TASK ITEM => Work out the count of lines in the entries below that include "hand", and write only that count.

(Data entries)

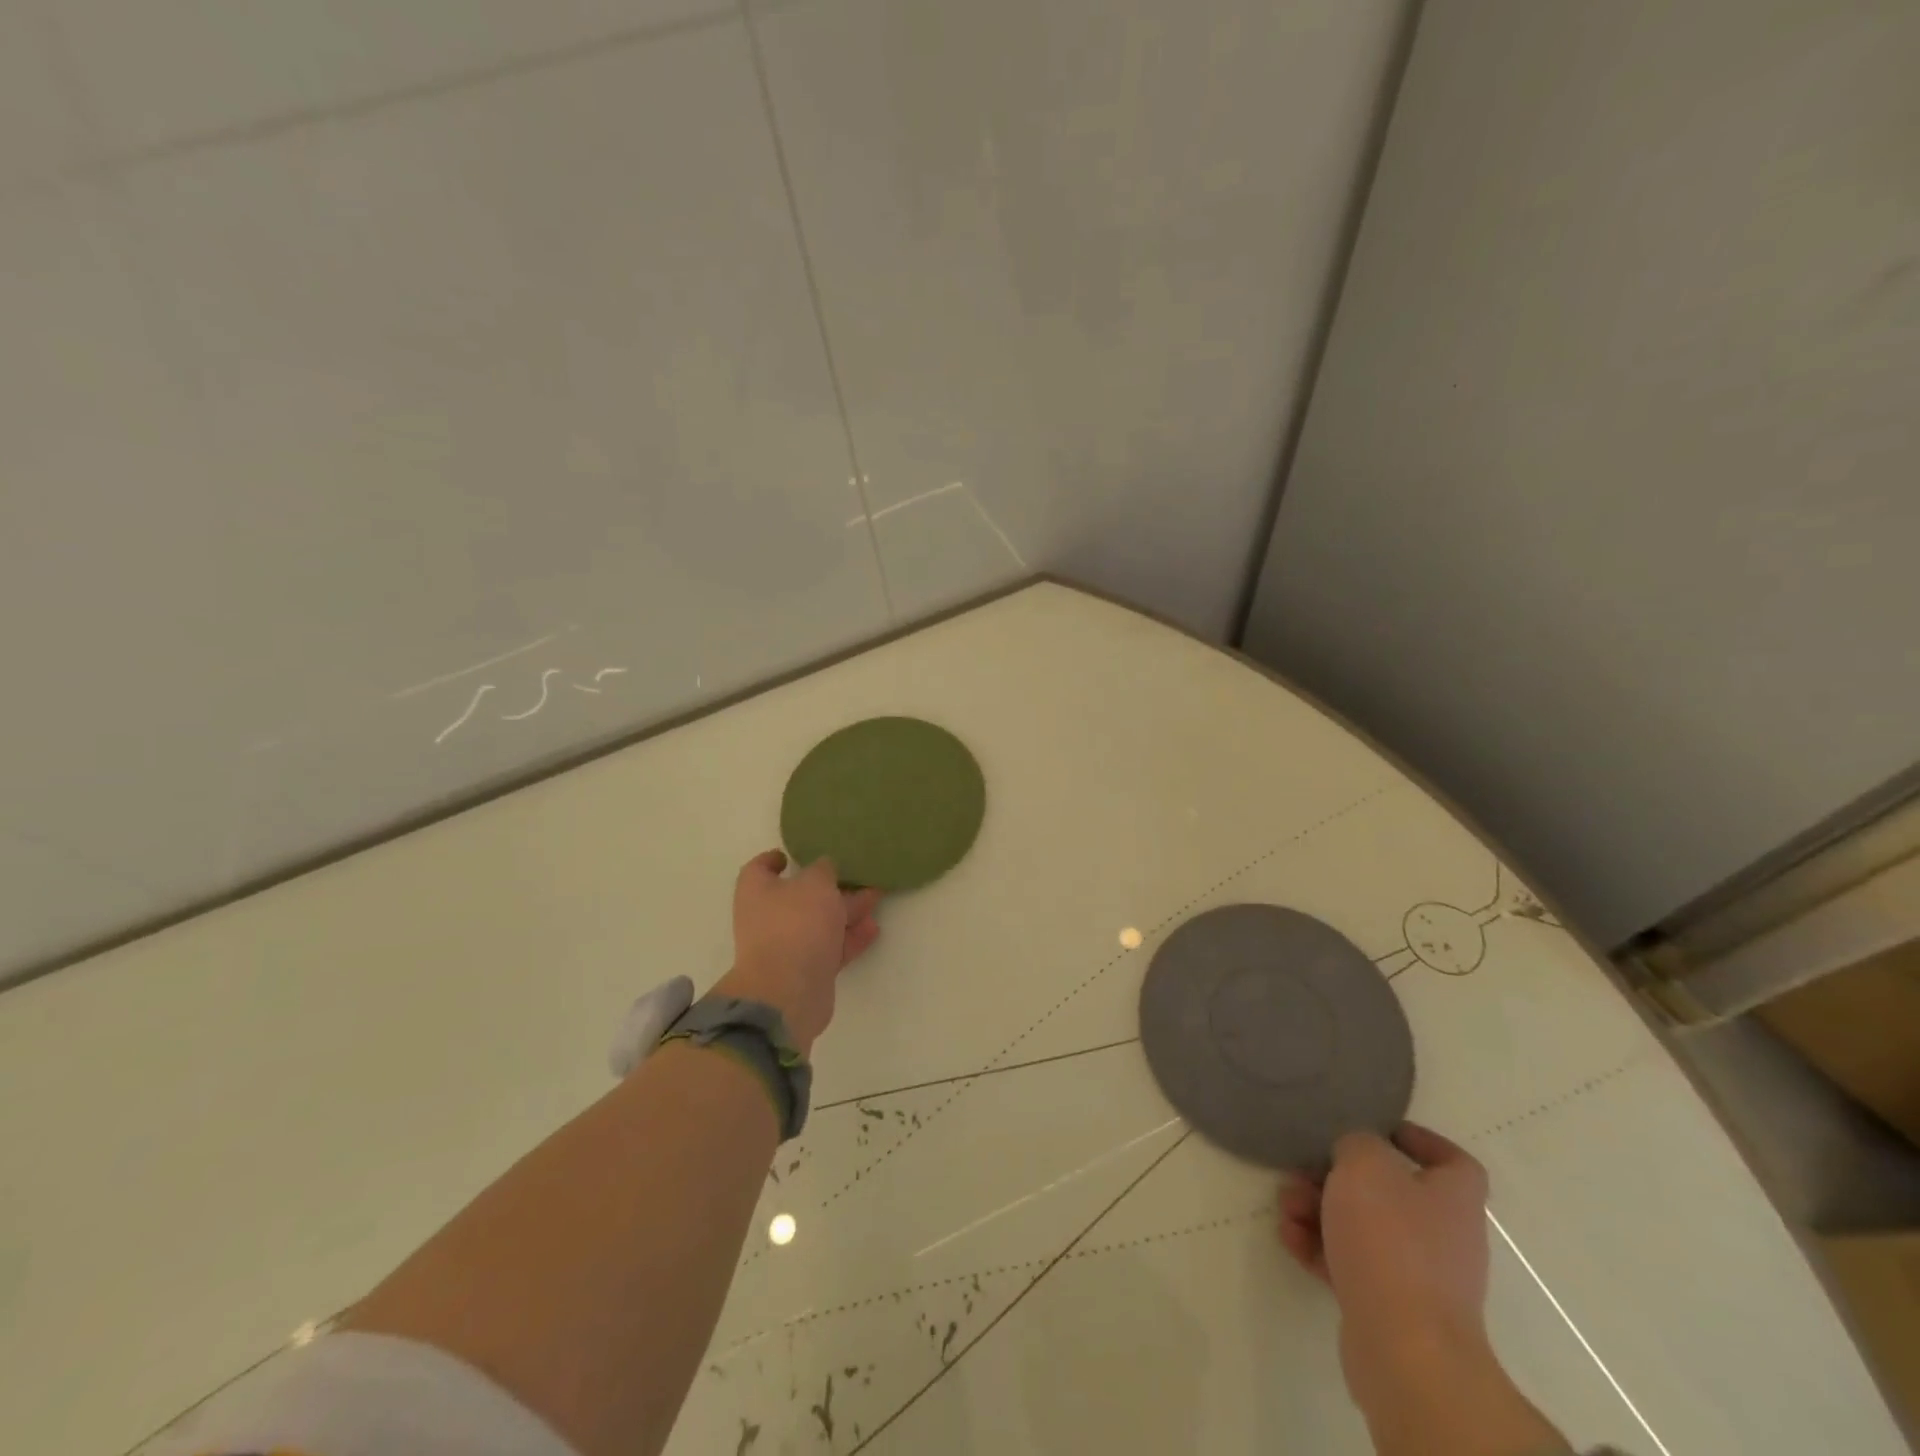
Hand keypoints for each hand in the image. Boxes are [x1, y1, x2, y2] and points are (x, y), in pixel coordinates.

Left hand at [713, 850, 880, 1055]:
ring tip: (876, 898)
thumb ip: (824, 870)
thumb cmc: (796, 922)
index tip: (790, 856)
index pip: (760, 868)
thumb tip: (824, 869)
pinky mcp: (806, 970)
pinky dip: (850, 937)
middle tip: (857, 876)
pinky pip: (831, 947)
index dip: (774, 859)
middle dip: (829, 887)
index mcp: (757, 890)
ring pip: (820, 922)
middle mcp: (767, 917)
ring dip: (847, 911)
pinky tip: (873, 929)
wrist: (789, 989)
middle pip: (799, 896)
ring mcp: (786, 946)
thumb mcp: (816, 882)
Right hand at [1280, 1124, 1491, 1412]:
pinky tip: (1289, 1237)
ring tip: (1287, 1204)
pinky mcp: (1389, 1308)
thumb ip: (1357, 1143)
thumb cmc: (1391, 1241)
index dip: (1421, 1142)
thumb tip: (1354, 1153)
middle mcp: (1443, 1237)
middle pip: (1390, 1193)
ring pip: (1363, 1228)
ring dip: (1319, 1210)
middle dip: (1339, 1178)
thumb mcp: (1365, 1165)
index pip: (1454, 1163)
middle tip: (1303, 1170)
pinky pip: (1350, 1264)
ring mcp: (1418, 1277)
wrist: (1405, 1349)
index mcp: (1452, 1200)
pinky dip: (1318, 1247)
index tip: (1380, 1131)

EXERCISE ANSWER => 3